C’est possible, oui. La Fin du vandalisme en particulier était une sorte d’élégie (petit poème tendre et triste, NDLR) sur les petites familles de fermiers tels qu’on en trouvait dans les années 60 et 70. Pas que je sois sentimental – les choses changent – mais le roman voulait préserver un peu de ce que ce monde était, ou pouvait être.

Il a fallu près de 20 ans pour que vos livres soient traduits en français. Pourquoi tout ce temps?

Je ne peux pas me prononcer à la place des éditeurs, mais c’est sans doute lié à ce que les États-Unis sont devenus et à ce qui s’y passe.

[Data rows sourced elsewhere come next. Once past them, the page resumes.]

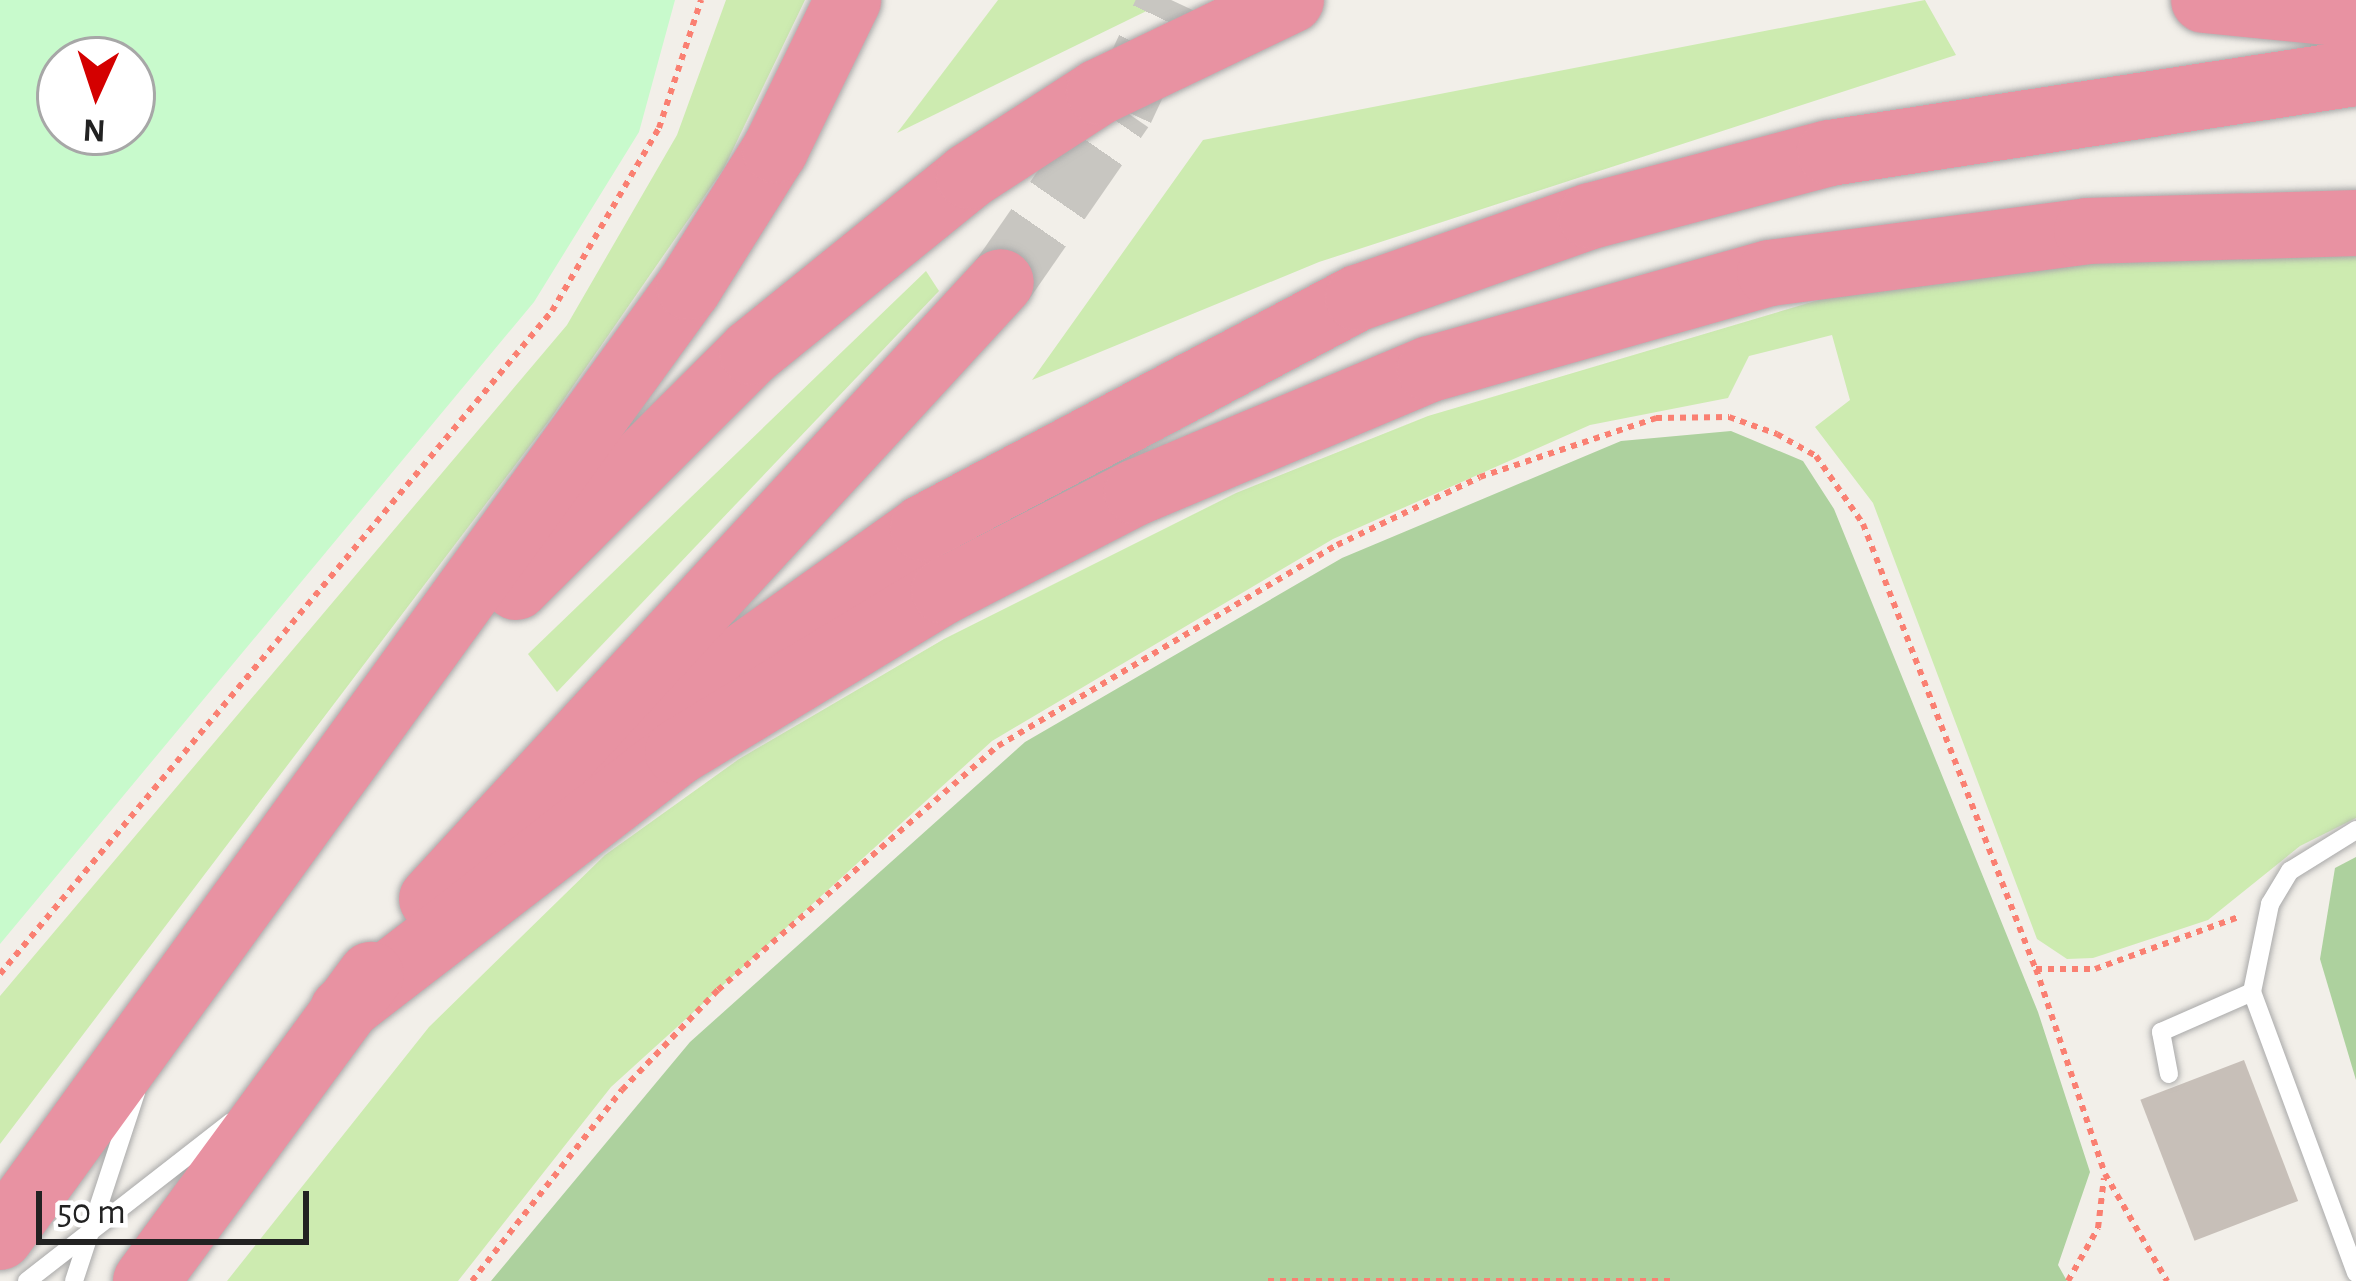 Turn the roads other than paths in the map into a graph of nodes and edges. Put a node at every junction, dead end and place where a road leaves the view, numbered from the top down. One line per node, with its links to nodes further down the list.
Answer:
1 (848, 0): 10 (highway)
2 (1291, 0): 10 (highway)
3 (2204, 0): 4 (highway)
4 (2356, 14)
5 (2356, 73): 9 (highway)
6 (2356, 223): 13 (highway)
7 (1001, 282): 9 (highway)
8 (2356, 830): 11 (lane)
9 (448, 879): 13 (highway)
10 (240, 902): 12 (highway)
11 (2252, 992): 14 (lane); 18 (lane)
12 (161, 1007): 16 (lane); 17 (highway)
13 (343, 1010): 15 (highway)
14 (2169, 1074)
15 (277, 1096): 16 (lane); 21 (highway)
16 (92, 1225): 19 (lane); 20 (lane)
17 (0, 1237)
18 (2356, 1273)
19 (27, 1281)
20 (74, 1281)
21 (146, 1281) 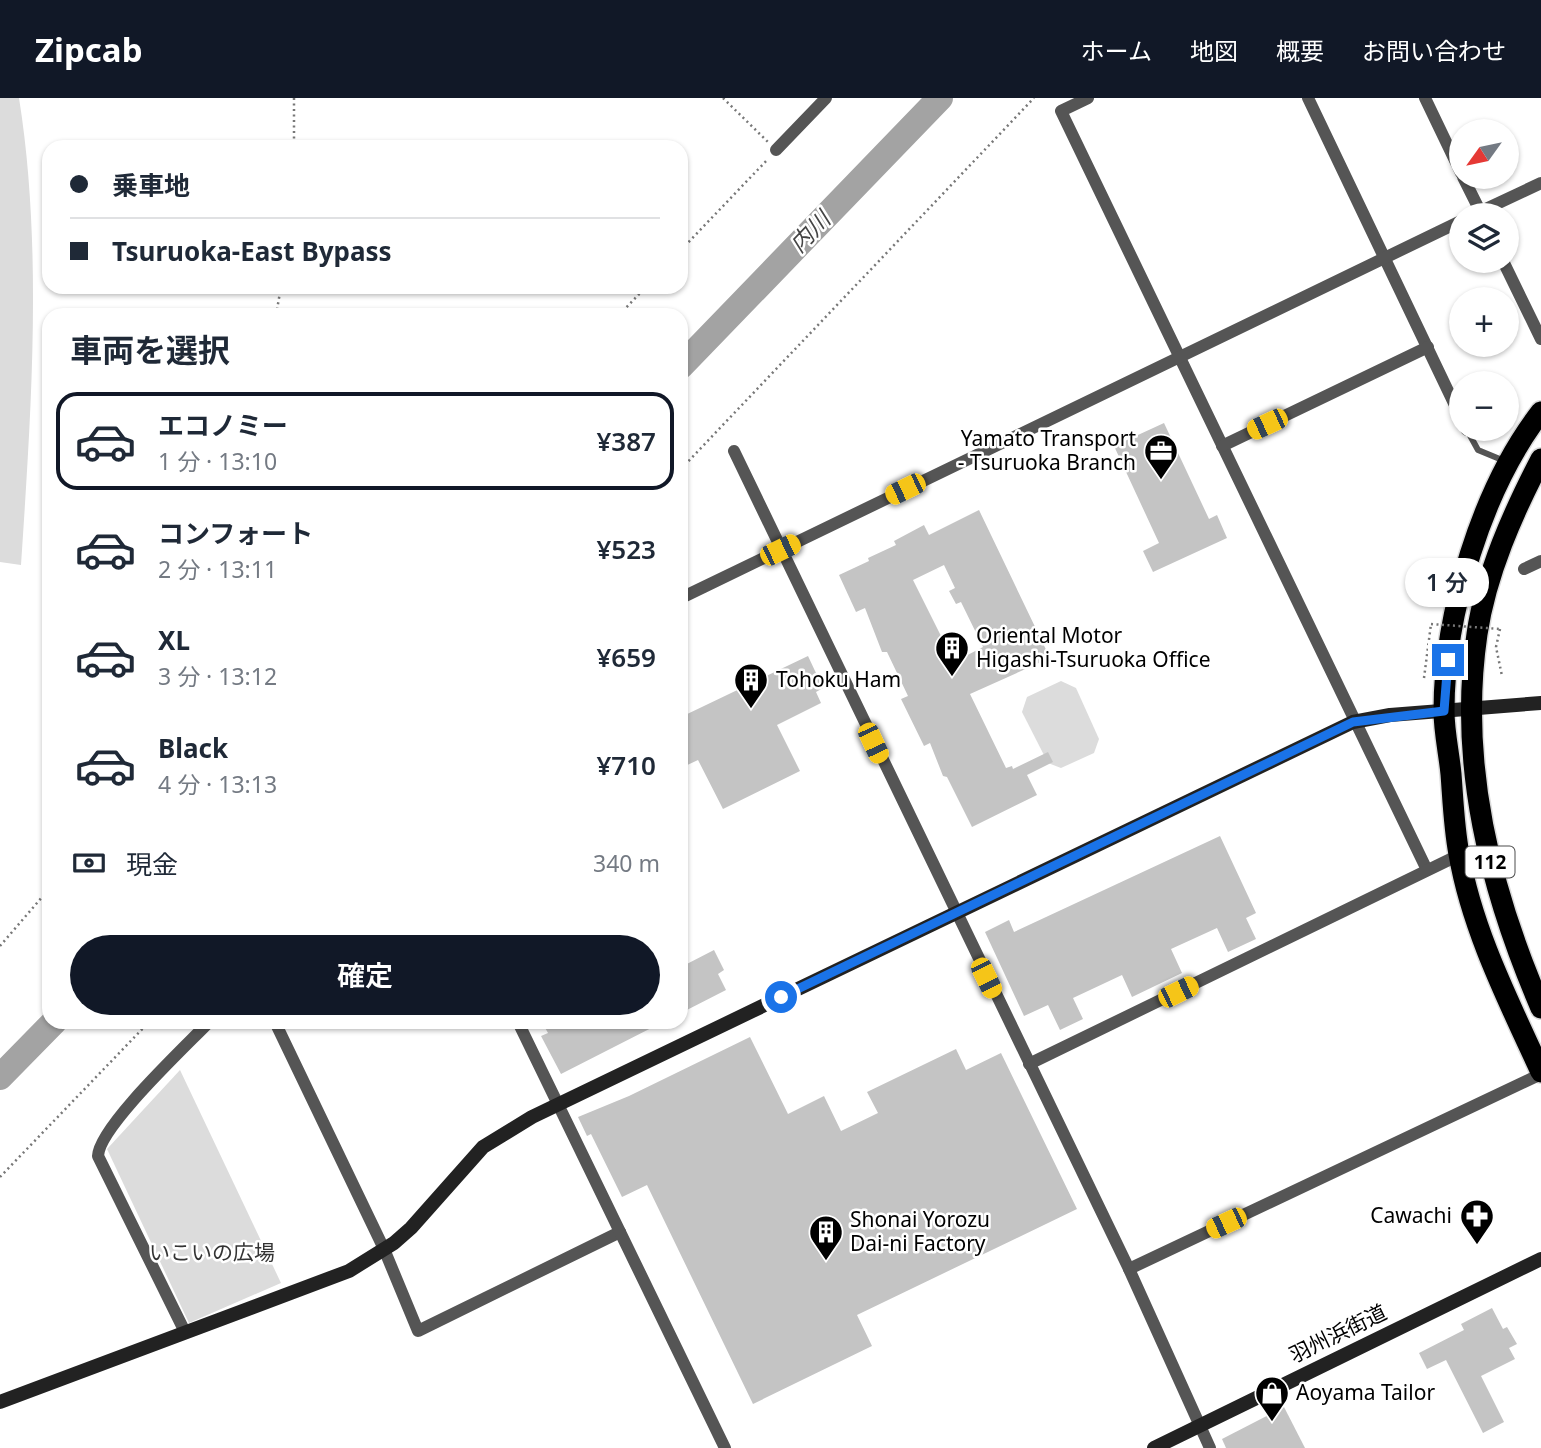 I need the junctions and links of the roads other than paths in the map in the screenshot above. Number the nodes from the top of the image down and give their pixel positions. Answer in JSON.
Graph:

Mes romans tendent vers une certaine utopie dans laquelle les communautés se guérissent d’elles-mêmes. L’amour y est parfois mis à mal, mais prévaut. Peut-être qu’il y a quelque chose de rassurant dedans. Peut-être que je les écris pour me rassurer moi-même.

Il est presque impossible de cataloguer vos romans: crime novel, thriller, chroniques sociales, drame amoureux, conte pour adultes, fantastique… Lequel de ces genres vous correspond le mieux?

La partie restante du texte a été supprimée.